Entities

The qalx platform is formed of a number of core entities. Their purpose and relationships are described below.

Note

These examples use an attribute style lookup (i.e. item.data.height) for getting and setting values on an entity. You can optionally use key lookup if you prefer (i.e. item[‘data’][‘height’])

Warning

All entities are subclasses of dict. Therefore certain builtin methods could clash with lookup attributes. In this scenario you will have to do a key lookup or a slightly modified attribute lookup.

>>> from pyqalx import Item, Set

>>> item = Item({"data": {"some": "data"}})
>>> myset = Set({"items": {"item1": item}})
>>> # This won't return the items on the set - instead returning the same as `dict().items`
>>> print(myset.items)
<built-in method items of Set object at 0x7fab8f731d00>

>>> # But this will return the items on a set
>>> myset['items']
{'item1': {'data': {'some': 'data'}}}

>>> # We've added a helper method to allow you to do an attribute lookup for items
>>> # and is functionality equivalent to doing `myset["items"]`
>>> myset.items_
{'item1': {'data': {'some': 'data'}}}

qalx maintains the type of all data passed to it. This means you don’t have to worry about casting your data to specific types - it’s all handled for you.

from pyqalx import QalxSession
from datetime import datetime

qalx = QalxSession()
time_run = datetime(2020, 6, 25, 12, 53, 23)
item = qalx.item.add(data={"time_run": time_run})

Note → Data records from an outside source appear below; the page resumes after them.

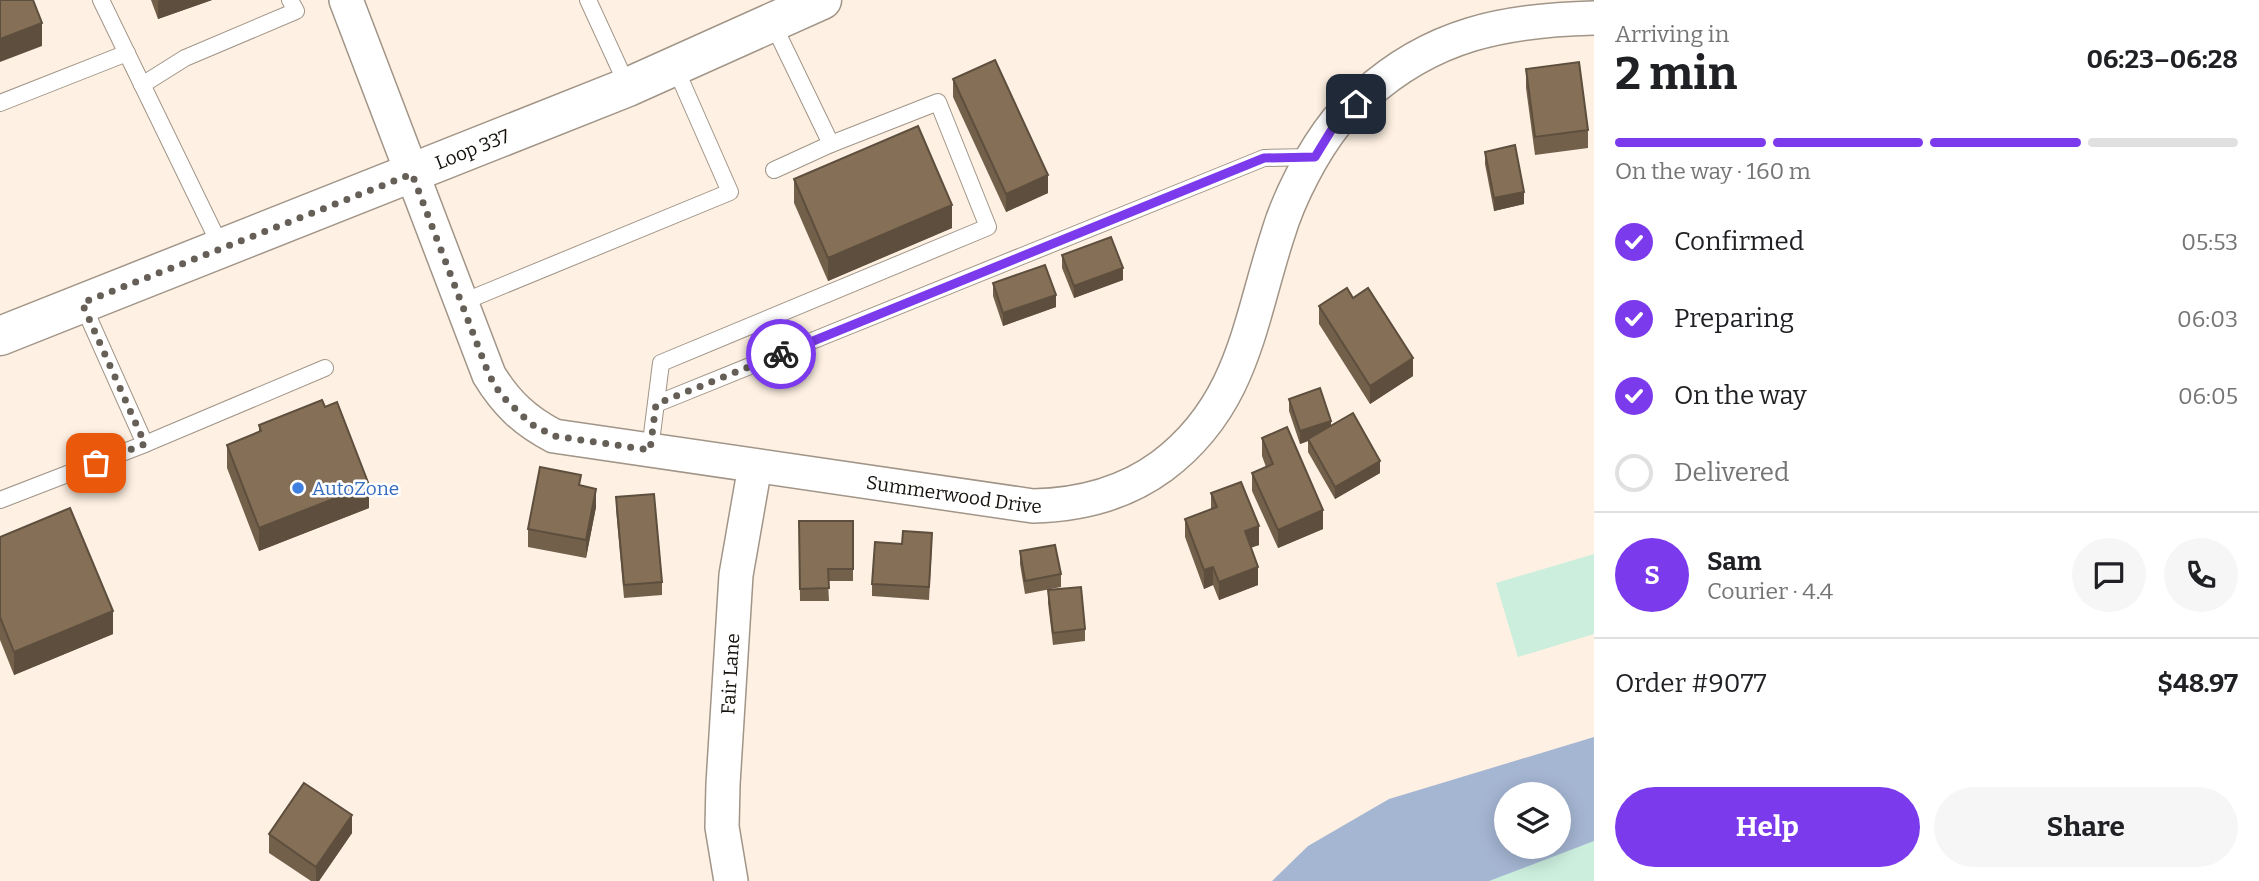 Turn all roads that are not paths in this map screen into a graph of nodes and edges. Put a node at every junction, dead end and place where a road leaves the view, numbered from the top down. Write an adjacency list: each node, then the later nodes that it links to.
1 (101, 0): 8 (lane)
2 (290, 0): 10 (lane)
3 (346, 0): 16 (street, Summerwood Drive)
4 (588, 0): 11 (lane)
5 (814, 2): 7 (main road, Loop 337)
6 (1594, 18): 14 (street, Summerwood Drive)
7 (773, 24): 9 (main road, Loop 337); 13 (lane)
8 (127, 53): 10 (lane); 12 (lane)
9 (675, 67): 11 (main road, Loop 337); 18 (lane)
10 (142, 85): 17 (lane)
11 (628, 87): 16 (main road, Loop 337)
12 (0, 103)
13 (831, 144): 15 (lane); 22 (lane)
14 (1315, 157): 22 (lane); 25 (street, Summerwood Drive)
15 (774, 170)
16 (412, 174): 17 (main road, Loop 337); 18 (street, Summerwood Drive)
17 (222, 249): 19 (main road, Loop 337)
18 (463, 302): 24 (street, Summerwood Drive)
19 (82, 303): 20 (main road, Loop 337); 23 (lane)
20 (0, 336)
21 (325, 368): 23 (lane)
22 (656, 404): 24 (lane)
23 (145, 444): 26 (lane)
24 (650, 450): 25 (street, Summerwood Drive)
25 (755, 466): 27 (street, Fair Lane)
26 (0, 500)
27 (731, 881)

assert item.data.time_run == time_run

ITEM

Adding

An item is the core of qalx. They are structured data or a file or some combination of the two. For example:

>>> from pyqalx import QalxSession
>>> qalx = QalxSession()
>>> dims = qalx.item.add(data={"height":5, "width":5}, meta={"shape":"square"})
>>> steel = qalx.item.add(input_file="path/to/316_datasheet.pdf",
...                       data={"rho":8000, "E":193e9},
...                       meta={"library":"materials", "family":"steel", "grade":"316"})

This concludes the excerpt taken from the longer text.